Remark 2 If a set of probability measure \(P_θ\) is unknown with an unknown parameter \(θ\) belongs to infinite dimensional parameter space, then it constitutes a nonparametric family of models.
In the nonparametric method, the researcher chooses an appropriate function space to which regression function is believed to belong. Following the lines of explanation in Eubank (1988, p.3), this choice is motivated by regularity conditions including smoothness assumptions imposed on unknown regression function. Note that the “qualitative” restrictions on regression function enable a researcher to let data determine the form of a regression curve.
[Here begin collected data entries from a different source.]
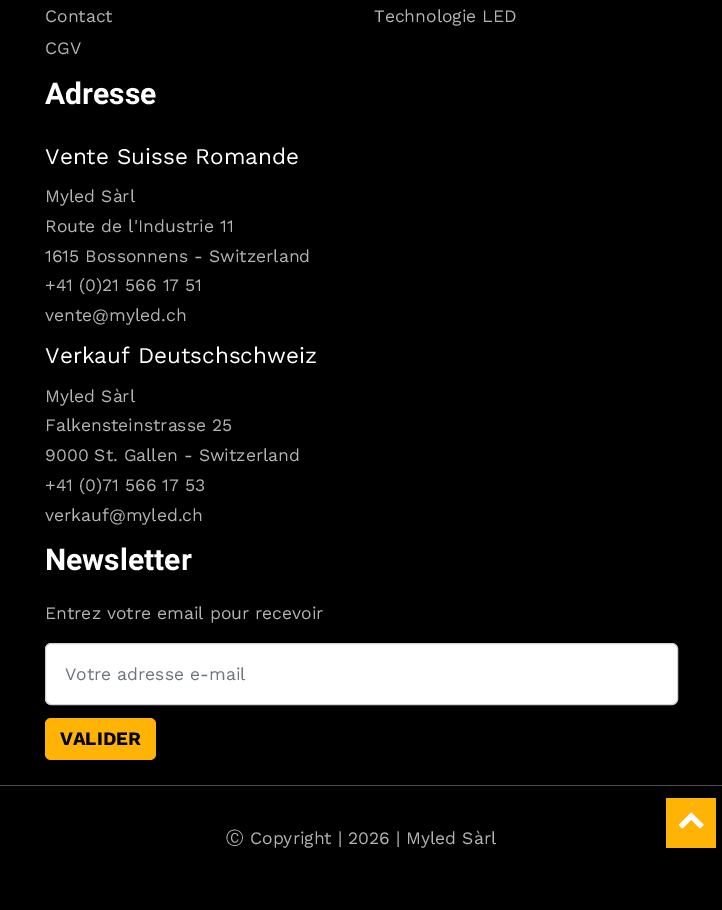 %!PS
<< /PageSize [722 910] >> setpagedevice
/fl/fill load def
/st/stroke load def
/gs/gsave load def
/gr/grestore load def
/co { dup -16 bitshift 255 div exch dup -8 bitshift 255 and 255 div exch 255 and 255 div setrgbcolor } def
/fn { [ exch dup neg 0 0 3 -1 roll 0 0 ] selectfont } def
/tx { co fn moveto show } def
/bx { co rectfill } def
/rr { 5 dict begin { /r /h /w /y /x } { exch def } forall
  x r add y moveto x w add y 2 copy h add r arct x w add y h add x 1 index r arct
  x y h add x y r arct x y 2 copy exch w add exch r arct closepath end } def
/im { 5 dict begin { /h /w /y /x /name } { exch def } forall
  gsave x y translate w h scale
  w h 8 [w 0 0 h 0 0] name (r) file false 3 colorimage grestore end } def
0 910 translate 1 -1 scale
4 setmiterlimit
0 0 722 910 16#000000 bx
0 785 722 1 16#4F4F4F bx
16#FFFFFF co
45.5 643.5 632 61 5.5 rr gs fl gr
16#CED4DA co
st
16#FFB305 co
45 718 111 42 6 rr fl
666 798 50 50 16#FFB305 bx
(media/1.raw) 678 812 26 17 im
(Contact) 45 22 /WorkSans-Regular 17.5 16#B4B4B4 tx
(CGV) 45 54 /WorkSans-Regular 17.5 16#B4B4B4 tx
(Technologie LED) 374 22 /WorkSans-Regular 17.5 16#B4B4B4 tx
(Adresse) 45 104 /Roboto-Bold 30 16#FFFFFF tx
(Vente Suisse Romande) 45 164 /WorkSans-Regular 22.5 16#FFFFFF tx
(Myled Sàrl) 45 202 /WorkSans-Regular 17.5 16#B4B4B4 tx
(Route de l'Industrie 11) 45 232 /WorkSans-Regular 17.5 16#B4B4B4 tx
(1615 Bossonnens - Switzerland) 45 262 /WorkSans-Regular 17.5 16#B4B4B4 tx
(+41 \(0\)21 566 17 51) 45 291 /WorkSans-Regular 17.5 16#B4B4B4 tx
(vente@myled.ch) 45 321 /WorkSans-Regular 17.5 16#B4B4B4 tx
(Verkauf Deutschschweiz) 45 363 /WorkSans-Regular 22.5 16#FFFFFF tx
(Myled Sàrl) 45 402 /WorkSans-Regular 17.5 16#B4B4B4 tx
(Falkensteinstrasse 25) 45 431 /WorkSans-Regular 17.5 16#B4B4B4 tx
(9000 St. Gallen - Switzerland) 45 461 /WorkSans-Regular 17.5 16#B4B4B4 tx
(+41 \(0\)71 566 17 53) 45 491 /WorkSans-Regular 17.5 16#B4B4B4 tx
(verkauf@myled.ch) 45 521 /WorkSans-Regular 17.5 16#B4B4B4 tx
(Newsletter) 45 570 /Roboto-Bold 30 16#FFFFFF tx
(Entrez votre email pour recevoir) 45 619 /WorkSans-Regular 17.5 16#B4B4B4 tx
(Votre adresse e-mail) 65 680 /WorkSans-Regular 17.5 16#6C757D tx
(VALIDER) 60 745 /WorkSans-Bold 18.75 16#000000 tx
(Ⓒ) 226 844 /WenQuanYiZenHei-Medium 17.5 16#B4B4B4 tx
(Copyright | 2026 | Myled Sàrl) 250 844 /WorkSans-Regular 17.5 16#B4B4B4 tx
showpage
On the other hand, this flexibility of the nonparametric method has a price to be paid regarding the loss of efficiency, higher dimensionality problem and slower convergence rates.
References
David W. Scott., (1992). Multivariate Density Estimation: Theory, Practice, and Visualization. John Wiley & Sons, Inc.
Randall L. Eubank, (1988). Spline Smoothing and Nonparametric Regression. Marcel Dekker, Inc.
Thomas M. Stoker, (1992). Lectures on semiparametric econometrics. Technical report, CORE Lecture Series.